───── GIVEN RECORDS
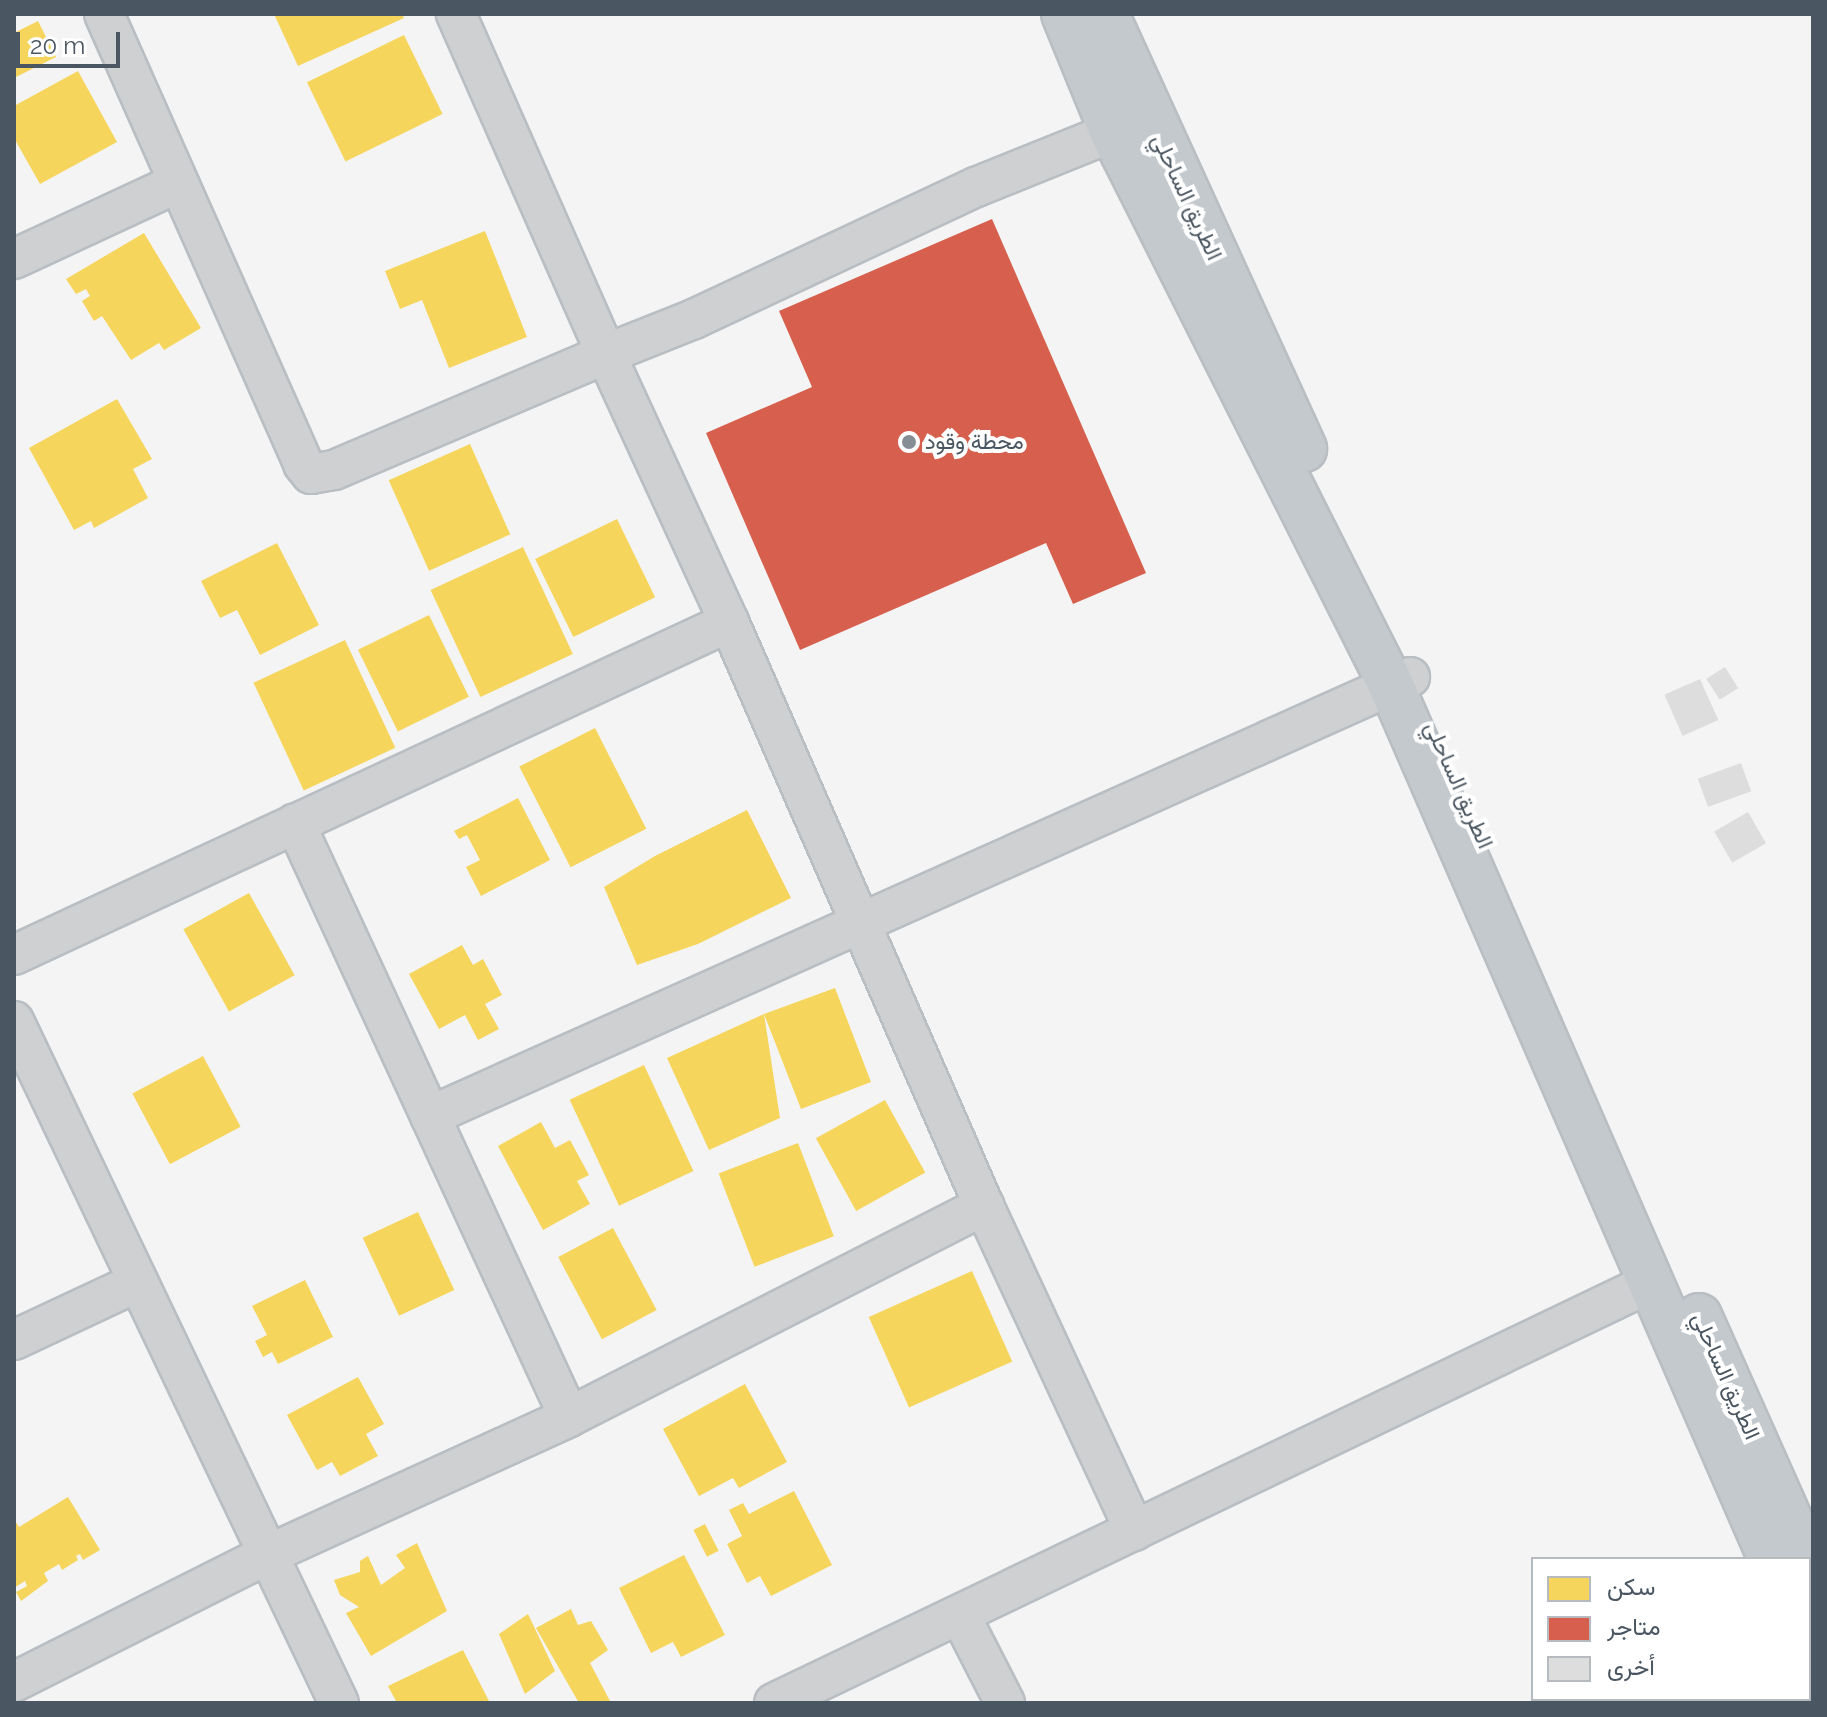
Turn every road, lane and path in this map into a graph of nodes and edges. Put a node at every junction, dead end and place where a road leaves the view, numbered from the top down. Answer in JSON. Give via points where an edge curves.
{"nodes":[{"id":1,"x":104,"y":14,"type":"edge"},
{"id":2,"x":456,"y":14,"type":"edge"},
{"id":3,"x":1064,"y":14,"type":"edge"},
{"id":4,"x":1106,"y":14,"type":"edge"},
{"id":5,"x":1131,"y":124,"type":"junction"},
{"id":6,"x":178,"y":183,"type":"junction"},
{"id":7,"x":14,"y":259,"type":"edge"},
{"id":8,"x":606,"y":354,"type":"junction"},
{"id":9,"x":729,"y":622,"type":"junction"},
{"id":10,"x":1400,"y":680,"type":"junction"},
{"id":11,"x":295,"y":823,"type":"junction"},
{"id":12,"x":862,"y":921,"type":"junction"},
{"id":13,"x":14,"y":955,"type":"edge"},
{"id":14,"x":14,"y":1021,"type":"edge"},
{"id":15,"x":430,"y":1116,"type":"junction"},
{"id":16,"x":984,"y":1206,"type":"junction"},
{"id":17,"x":138,"y":1282,"type":"junction"},
{"id":18,"x":1652,"y":1282,"type":"junction"},
{"id":19,"x":14,"y":1340,"type":"edge"},
{"id":20,"x":569,"y":1417,"type":"junction"},
{"id":21,"x":1135,"y":1531,"type":"junction"},
{"id":22,"x":269,"y":1554,"type":"junction"},
{"id":23,"x":1770,"y":1557,"type":"edge"},
{"id":24,"x":1806,"y":1557,"type":"edge"},
{"id":25,"x":960,"y":1615,"type":"junction"},
{"id":26,"x":14,"y":1682,"type":"edge"},
{"id":27,"x":339,"y":1703,"type":"edge"},
{"id":28,"x":774,"y":1703,"type":"edge"},
{"id":29,"x":1005,"y":1703,"type":"edge"}],
"edges":[{"from":1,"to":6,"type":"street"},
{"from":2,"to":8,"type":"street"},
{"from":3,"to":5,"type":"highway"},
{"from":4,"to":5,"type":"highway","name":"الطريق الساحلي"},
{"from":5,"to":8,"type":"street","via":[[976,187],[694,319]]},
{"from":5,"to":10,"type":"highway","name":"الطريق الساحلي"},
{"from":6,"to":7,"type":"street"},
{"from":6,"to":8,"type":"street","via":[[311,474],[334,470]]},
{"from":8,"to":9,"type":"street"},
{"from":9,"to":11,"type":"street"},
{"from":9,"to":12,"type":"street"},
{"from":10,"to":12,"type":"street"},
{"from":10,"to":18,"type":"highway"},
{"from":10,"to":24,"type":"highway","name":"الطريق الساحلي"},
{"from":11,"to":13,"type":"street"},
{"from":11,"to":15,"type":"street"},
{"from":12,"to":15,"type":"street"},
{"from":12,"to":16,"type":"street"},
{"from":14,"to":17,"type":"street"},
{"from":15,"to":20,"type":"street"},
{"from":16,"to":20,"type":"street"},
{"from":16,"to":21,"type":"street"},
{"from":17,"to":19,"type":"street"},
{"from":17,"to":22,"type":"street"},
{"from":18,"to":21,"type":"street"},
{"from":18,"to":23,"type":"highway"},
{"from":20,"to":22,"type":"street"},
{"from":21,"to":25,"type":"street"},
{"from":22,"to":26,"type":"street"},
{"from":22,"to":27,"type":"street"},
{"from":25,"to":28,"type":"street"},
{"from":25,"to":29,"type":"street"}]}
──────────
Your task is to collect every line above that contains the word "الساحلي".

**ANSWER BOX**
{"from":4,"to":5,"type":"highway","name":"الطريق الساحلي"},
{"from":5,"to":10,"type":"highway","name":"الطريق الساحلي"},
{"from":10,"to":24,"type":"highway","name":"الطريق الساحلي"},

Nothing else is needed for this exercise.